[Start of section]

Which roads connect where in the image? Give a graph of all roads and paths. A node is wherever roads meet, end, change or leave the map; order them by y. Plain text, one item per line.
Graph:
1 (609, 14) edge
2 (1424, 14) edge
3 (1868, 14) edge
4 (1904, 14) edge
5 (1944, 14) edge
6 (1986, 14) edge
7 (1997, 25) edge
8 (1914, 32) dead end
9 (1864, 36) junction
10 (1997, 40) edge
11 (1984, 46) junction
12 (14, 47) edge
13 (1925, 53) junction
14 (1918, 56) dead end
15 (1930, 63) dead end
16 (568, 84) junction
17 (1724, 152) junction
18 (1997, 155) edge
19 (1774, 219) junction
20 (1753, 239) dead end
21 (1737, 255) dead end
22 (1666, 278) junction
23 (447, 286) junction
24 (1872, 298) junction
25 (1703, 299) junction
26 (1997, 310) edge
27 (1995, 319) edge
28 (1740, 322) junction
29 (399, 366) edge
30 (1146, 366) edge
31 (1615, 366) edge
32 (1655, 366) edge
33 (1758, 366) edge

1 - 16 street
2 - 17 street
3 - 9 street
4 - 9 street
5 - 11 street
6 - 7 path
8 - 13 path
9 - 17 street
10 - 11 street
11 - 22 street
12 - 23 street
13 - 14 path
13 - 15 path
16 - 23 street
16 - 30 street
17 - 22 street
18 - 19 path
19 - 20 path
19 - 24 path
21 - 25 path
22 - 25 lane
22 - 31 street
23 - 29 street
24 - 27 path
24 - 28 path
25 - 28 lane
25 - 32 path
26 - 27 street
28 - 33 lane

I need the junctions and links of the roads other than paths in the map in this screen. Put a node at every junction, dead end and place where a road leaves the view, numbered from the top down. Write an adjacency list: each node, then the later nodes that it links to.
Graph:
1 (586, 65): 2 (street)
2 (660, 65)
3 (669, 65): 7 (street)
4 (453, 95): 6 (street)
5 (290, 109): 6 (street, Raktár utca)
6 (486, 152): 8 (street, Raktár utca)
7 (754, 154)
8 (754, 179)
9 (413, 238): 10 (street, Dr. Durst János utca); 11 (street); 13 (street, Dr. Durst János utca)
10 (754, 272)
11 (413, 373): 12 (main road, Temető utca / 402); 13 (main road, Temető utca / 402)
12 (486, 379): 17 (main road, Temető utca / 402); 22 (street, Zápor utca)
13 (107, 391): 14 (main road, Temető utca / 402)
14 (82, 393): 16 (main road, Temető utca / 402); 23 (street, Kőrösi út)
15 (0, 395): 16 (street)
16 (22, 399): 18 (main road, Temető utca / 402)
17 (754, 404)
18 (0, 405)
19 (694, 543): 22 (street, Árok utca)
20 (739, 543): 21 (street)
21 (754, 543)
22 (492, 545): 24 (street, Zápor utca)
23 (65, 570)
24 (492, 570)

[End of section]
[Start of section]

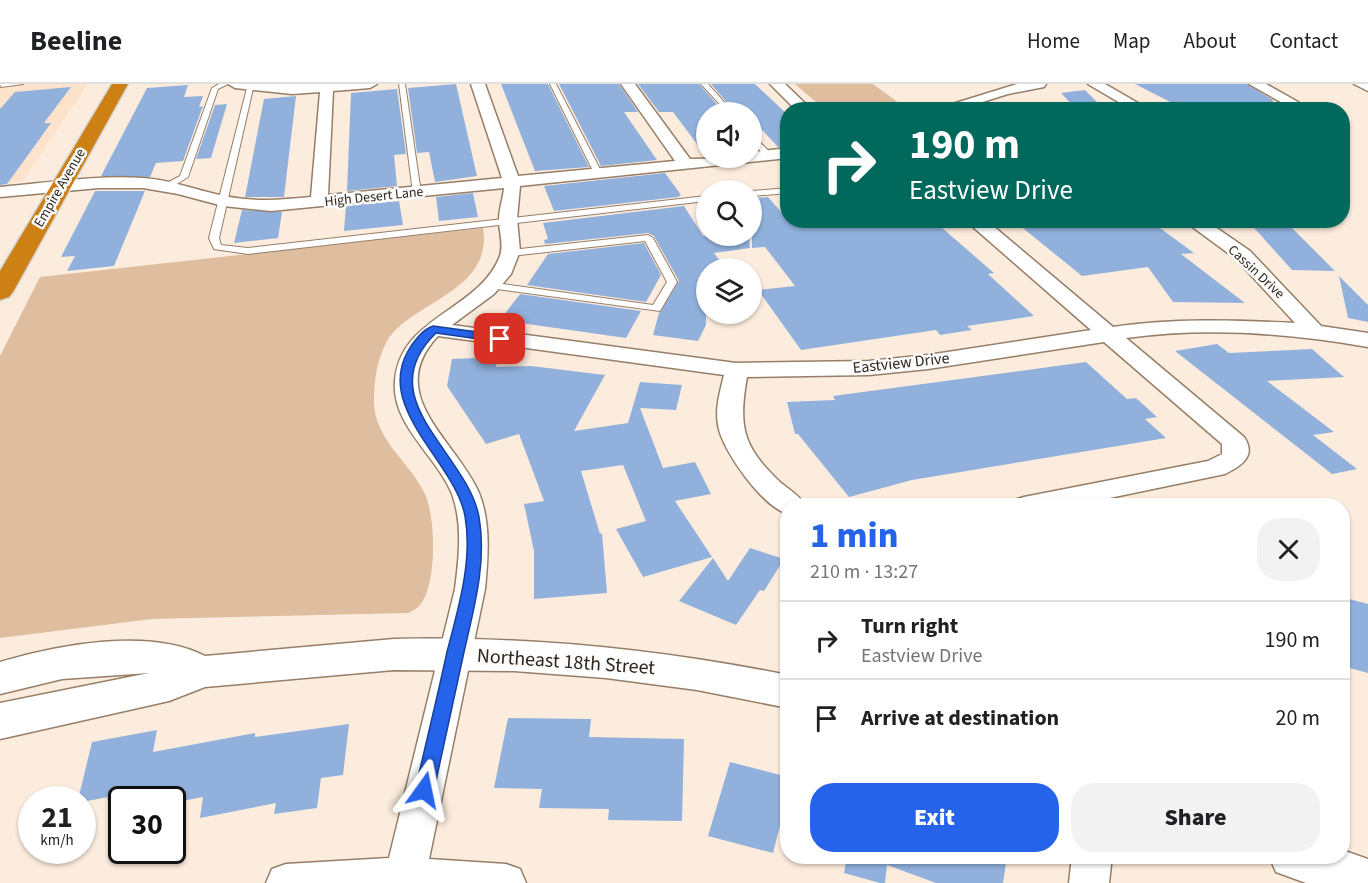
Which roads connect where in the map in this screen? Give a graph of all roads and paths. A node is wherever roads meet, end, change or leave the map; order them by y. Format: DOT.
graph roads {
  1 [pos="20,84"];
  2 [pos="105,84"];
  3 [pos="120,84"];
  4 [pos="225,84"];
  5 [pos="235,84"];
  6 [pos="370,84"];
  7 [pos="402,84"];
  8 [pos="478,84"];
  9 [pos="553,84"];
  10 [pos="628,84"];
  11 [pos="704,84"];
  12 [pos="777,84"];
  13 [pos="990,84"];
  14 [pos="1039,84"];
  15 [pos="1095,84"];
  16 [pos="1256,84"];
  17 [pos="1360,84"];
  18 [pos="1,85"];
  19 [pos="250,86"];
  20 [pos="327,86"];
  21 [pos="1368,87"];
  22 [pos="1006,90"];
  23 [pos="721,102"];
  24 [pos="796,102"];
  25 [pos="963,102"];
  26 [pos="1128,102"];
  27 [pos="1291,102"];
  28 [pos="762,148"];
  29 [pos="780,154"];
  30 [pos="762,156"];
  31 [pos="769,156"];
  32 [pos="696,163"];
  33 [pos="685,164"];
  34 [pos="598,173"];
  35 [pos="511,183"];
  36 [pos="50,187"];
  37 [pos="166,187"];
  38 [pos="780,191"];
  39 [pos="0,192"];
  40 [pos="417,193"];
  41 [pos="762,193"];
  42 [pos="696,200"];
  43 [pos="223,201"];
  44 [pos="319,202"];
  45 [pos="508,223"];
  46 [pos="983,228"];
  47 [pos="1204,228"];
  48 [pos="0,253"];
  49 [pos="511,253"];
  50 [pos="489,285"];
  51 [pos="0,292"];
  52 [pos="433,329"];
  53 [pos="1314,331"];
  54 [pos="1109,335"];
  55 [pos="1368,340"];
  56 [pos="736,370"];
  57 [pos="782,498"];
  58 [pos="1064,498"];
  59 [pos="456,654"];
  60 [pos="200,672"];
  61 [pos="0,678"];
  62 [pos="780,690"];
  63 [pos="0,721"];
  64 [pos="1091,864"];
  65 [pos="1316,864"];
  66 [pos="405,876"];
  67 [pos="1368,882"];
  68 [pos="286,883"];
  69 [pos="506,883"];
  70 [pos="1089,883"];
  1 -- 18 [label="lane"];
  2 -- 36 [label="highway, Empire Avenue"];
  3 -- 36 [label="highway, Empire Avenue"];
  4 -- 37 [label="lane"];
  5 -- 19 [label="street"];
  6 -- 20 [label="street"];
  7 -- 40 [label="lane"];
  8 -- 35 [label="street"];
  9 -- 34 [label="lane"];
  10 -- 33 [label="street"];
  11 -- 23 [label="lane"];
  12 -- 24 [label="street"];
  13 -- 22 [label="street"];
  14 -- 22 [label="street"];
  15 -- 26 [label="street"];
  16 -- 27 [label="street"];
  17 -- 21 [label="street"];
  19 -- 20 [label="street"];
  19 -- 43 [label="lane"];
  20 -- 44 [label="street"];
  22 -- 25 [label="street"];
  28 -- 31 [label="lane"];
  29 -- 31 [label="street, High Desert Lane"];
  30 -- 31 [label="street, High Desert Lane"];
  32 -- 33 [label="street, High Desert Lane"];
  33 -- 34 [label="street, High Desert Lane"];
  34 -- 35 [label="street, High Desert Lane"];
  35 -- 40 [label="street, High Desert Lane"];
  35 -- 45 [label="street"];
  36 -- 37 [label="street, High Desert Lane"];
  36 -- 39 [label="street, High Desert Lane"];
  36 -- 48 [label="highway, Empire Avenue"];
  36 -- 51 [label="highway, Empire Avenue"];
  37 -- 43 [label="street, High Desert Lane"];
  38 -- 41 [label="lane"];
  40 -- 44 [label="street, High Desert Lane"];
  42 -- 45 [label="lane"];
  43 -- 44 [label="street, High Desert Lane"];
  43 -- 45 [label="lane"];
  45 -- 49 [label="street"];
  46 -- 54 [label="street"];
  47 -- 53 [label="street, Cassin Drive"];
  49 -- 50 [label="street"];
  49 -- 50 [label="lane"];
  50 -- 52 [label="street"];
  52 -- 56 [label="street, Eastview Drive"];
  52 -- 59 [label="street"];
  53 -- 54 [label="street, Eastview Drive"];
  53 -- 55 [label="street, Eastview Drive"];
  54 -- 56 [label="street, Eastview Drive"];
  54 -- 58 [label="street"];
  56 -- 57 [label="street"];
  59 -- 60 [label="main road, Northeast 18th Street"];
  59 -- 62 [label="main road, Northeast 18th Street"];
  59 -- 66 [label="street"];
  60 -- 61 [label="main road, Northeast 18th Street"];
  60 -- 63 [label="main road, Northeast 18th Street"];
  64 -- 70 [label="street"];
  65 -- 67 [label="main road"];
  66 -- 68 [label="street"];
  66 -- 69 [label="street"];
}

[End of section]
[Start of section]

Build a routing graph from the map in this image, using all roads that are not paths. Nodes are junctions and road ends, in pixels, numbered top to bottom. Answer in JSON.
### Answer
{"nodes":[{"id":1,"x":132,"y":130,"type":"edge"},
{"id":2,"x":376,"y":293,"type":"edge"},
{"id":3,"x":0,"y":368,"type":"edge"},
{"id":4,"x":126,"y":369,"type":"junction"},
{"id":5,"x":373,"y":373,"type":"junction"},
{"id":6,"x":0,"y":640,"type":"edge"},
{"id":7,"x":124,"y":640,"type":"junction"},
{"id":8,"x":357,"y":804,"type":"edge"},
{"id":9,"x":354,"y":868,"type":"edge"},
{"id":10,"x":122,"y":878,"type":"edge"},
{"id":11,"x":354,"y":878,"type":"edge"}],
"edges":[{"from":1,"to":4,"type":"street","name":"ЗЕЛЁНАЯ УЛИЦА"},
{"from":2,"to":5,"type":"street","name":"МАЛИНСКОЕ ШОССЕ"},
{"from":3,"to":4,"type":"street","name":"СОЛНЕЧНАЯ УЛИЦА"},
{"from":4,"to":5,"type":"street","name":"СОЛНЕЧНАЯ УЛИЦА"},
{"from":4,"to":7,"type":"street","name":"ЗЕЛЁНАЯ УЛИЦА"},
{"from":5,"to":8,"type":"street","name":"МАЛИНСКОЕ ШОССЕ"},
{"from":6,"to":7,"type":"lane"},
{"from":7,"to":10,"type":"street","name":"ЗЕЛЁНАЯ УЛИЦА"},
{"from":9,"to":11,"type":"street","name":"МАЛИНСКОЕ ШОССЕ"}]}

[End of section]

▶ Exercise
Every line above that holds the word "image" needs to be copied.

▶ Reply to the task
Which roads connect where in the image? Give a graph of all roads and paths. A node is wherever roads meet, end, change or leave the map; order them by y. Plain text, one item per line.
Build a routing graph from the map in this image, using all roads that are not paths. Nodes are junctions and road ends, in pixels, numbered top to bottom. Answer in JSON.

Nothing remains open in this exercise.